Education officials and donors are meeting with representatives of international organizations this week in Senegal to discuss plans and progress towards the U.N. Millennium Development goal of universal primary education by 2015. Halfway through the allotted years, participants say important progress has been made, but some education lobbyists say funding and political will fall far short. Naomi Schwarz has more from Dakar.
In 2000, when the United Nations and world leaders made universal primary education one of their eight millennium development goals, more than 100 million children were not in school. They aimed to bring that number down to zero by 2015.
This week, marking the halfway point, ministers, donors, and others are meeting in Dakar to assess their progress.
Ronald Siebes is co-president of the U.S-based Fast Track Initiative, an organization aimed at channeling extra funding from partners including the World Bank, the United Nations, and the European Union to the poorest countries to help them achieve the education goals.
"We are really making progress," he said. "There are huge challenges, but progress is being made to achieve this important goal."
After a slow start in the 32 countries funded by the Fast Track Initiative, their annual report says by 2010 most will have 100 percent of kids start first grade.
An official with the same organization, Desmond Bermingham, says countries in West Africa, whether funded by the Fast Track Initiative or not, are making progress.
"I would say the most critical issue is that the governments are making education a priority," he said. "It is a political will issue and they are really making very rapid progress. They have got a lot of catching up to do. They are moving faster than any region has ever moved before."
But he says part of the reason is that West Africa had the farthest to go. In some countries in the region, more than three-quarters of school-age children do not attend school.
Bermingham says several countries are putting measures in place to block corruption in the education sector, rampant in many African countries.
"Where it is working really well is where there is a very short accountability line between the school and the parents," he noted. "They have a really strong interest in making sure the money is used properly. Several countries are now introducing systems of publishing the school budget in the newspaper or even on the door of the school. Uganda is one of them, Kenya is one of them, and Niger has introduced a similar system."

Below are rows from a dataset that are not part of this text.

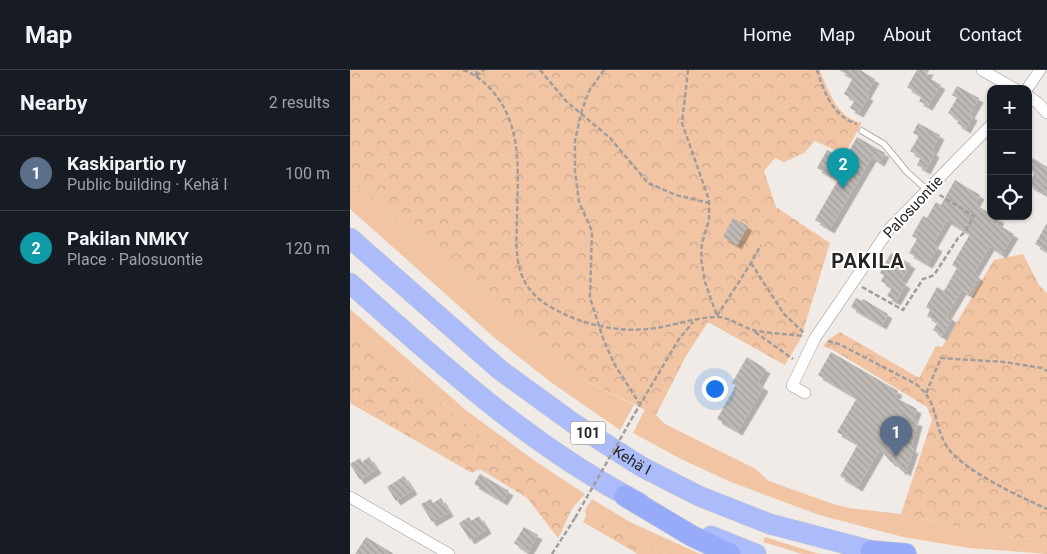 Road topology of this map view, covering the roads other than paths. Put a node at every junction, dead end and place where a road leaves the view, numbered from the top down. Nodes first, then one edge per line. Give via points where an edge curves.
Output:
1 (982, 70) edge
2 (1040, 70) edge
3 (1007, 85) edge
4 (1030, 85) edge
5 (1032, 99) edge
6 (1047, 113) edge
7 (987, 129) edge
8 (865, 132) road end
9 (928, 189) junction
10 (350, 238) edge
11 (350, 283) edge
12 (805, 393) dead end
13 (625, 496) junction
14 (350, 497) edge
15 (877, 552) edge
16 (449, 554) edge
17 (730, 554) edge
18 (756, 554) edge
19 (906, 554) edge

1 - 3 street
2 - 4 street
5 - 6 street
7 - 9 street, Palosuontie
8 - 9 lane via 884,144 907,172
9 - 12 street, Palosuontie via 890,228 811,337 792,386
10 - 15 highway, Kehä I / 101 via 500,370 573,423 642,467 699,496 770,524
11 - 13 highway, 101 via 513,422
13 - 17 highway via 692,536
13 - 18 highway, 101 via 695,530
14 - 16 street
15 - 19 highway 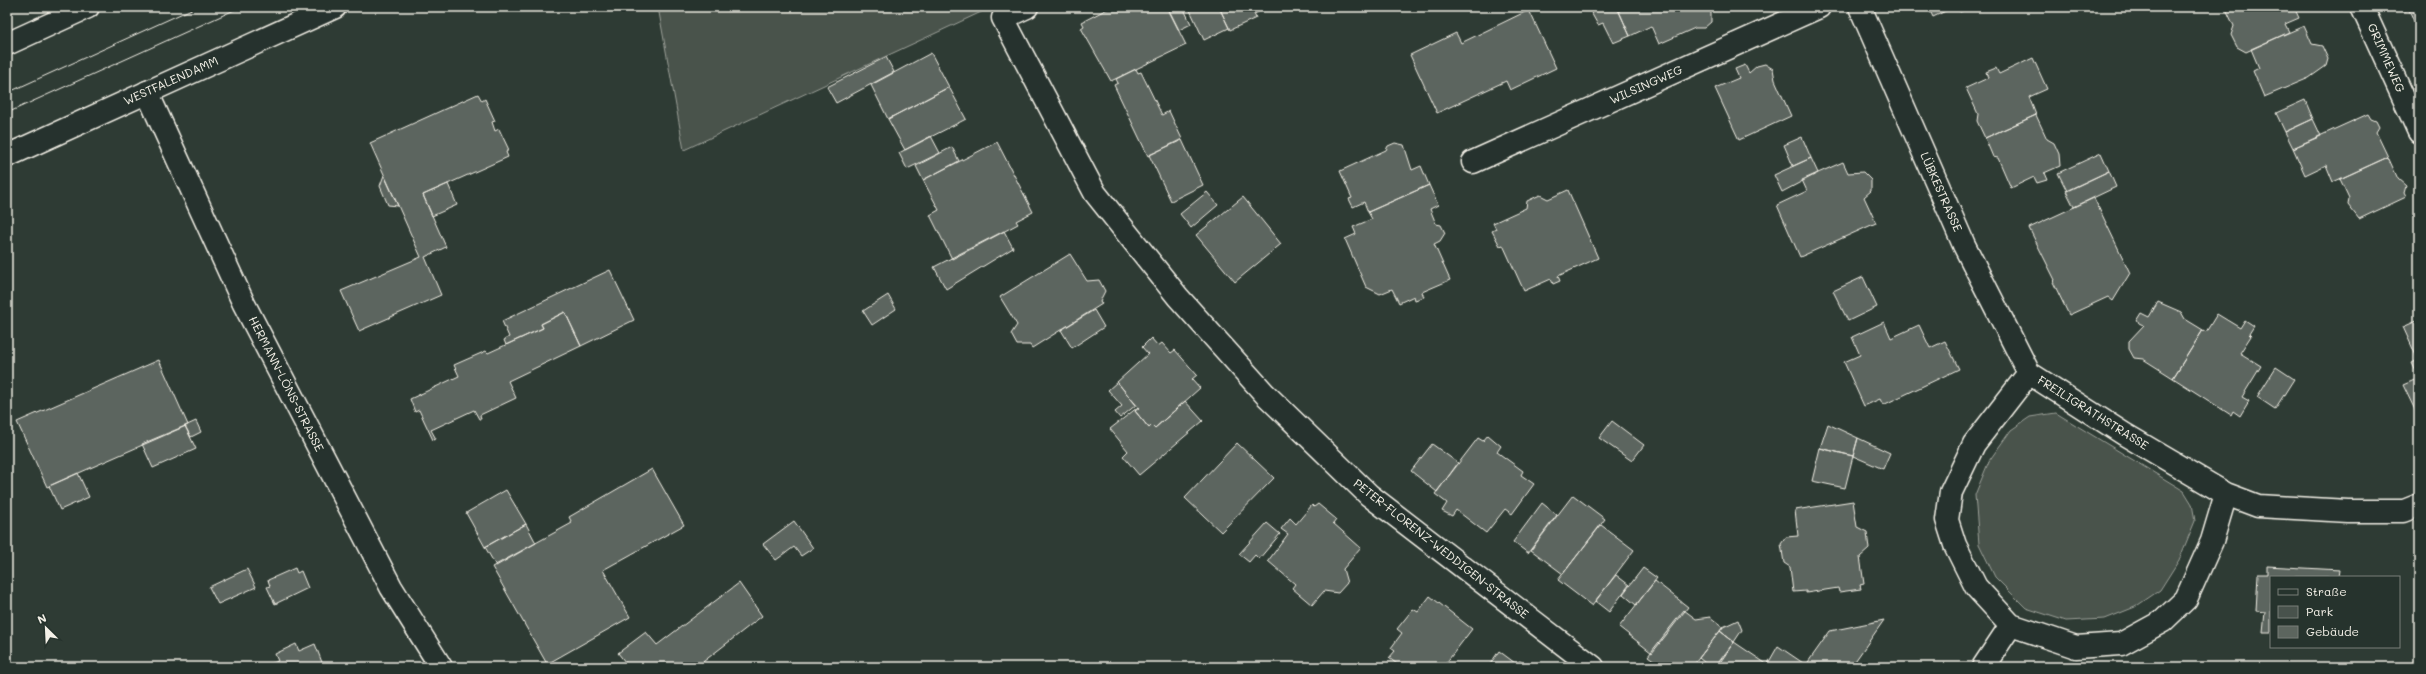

But Lucia Fry, of the South Africa-based Global Campaign for Education, says if progress continues at the current pace, it will be impossible to meet the development goals by 2015.
She says aid falls far short of what is needed.
"Overall, we need another $6 billion U.S. per year just to get every child to complete a primary cycle of education," she explained.
And she says too much emphasis is being put on enrolling kids in school without ensuring that they stay long enough to finish.
"Although primary enrollment has risen we have also got in 50 countries worldwide, less than half of all children worldwide complete primary school," she added.
And she says there is still a long way to go to address the needs of children on the margins, including those with handicaps, who live in conflict zones, or who work to support their families.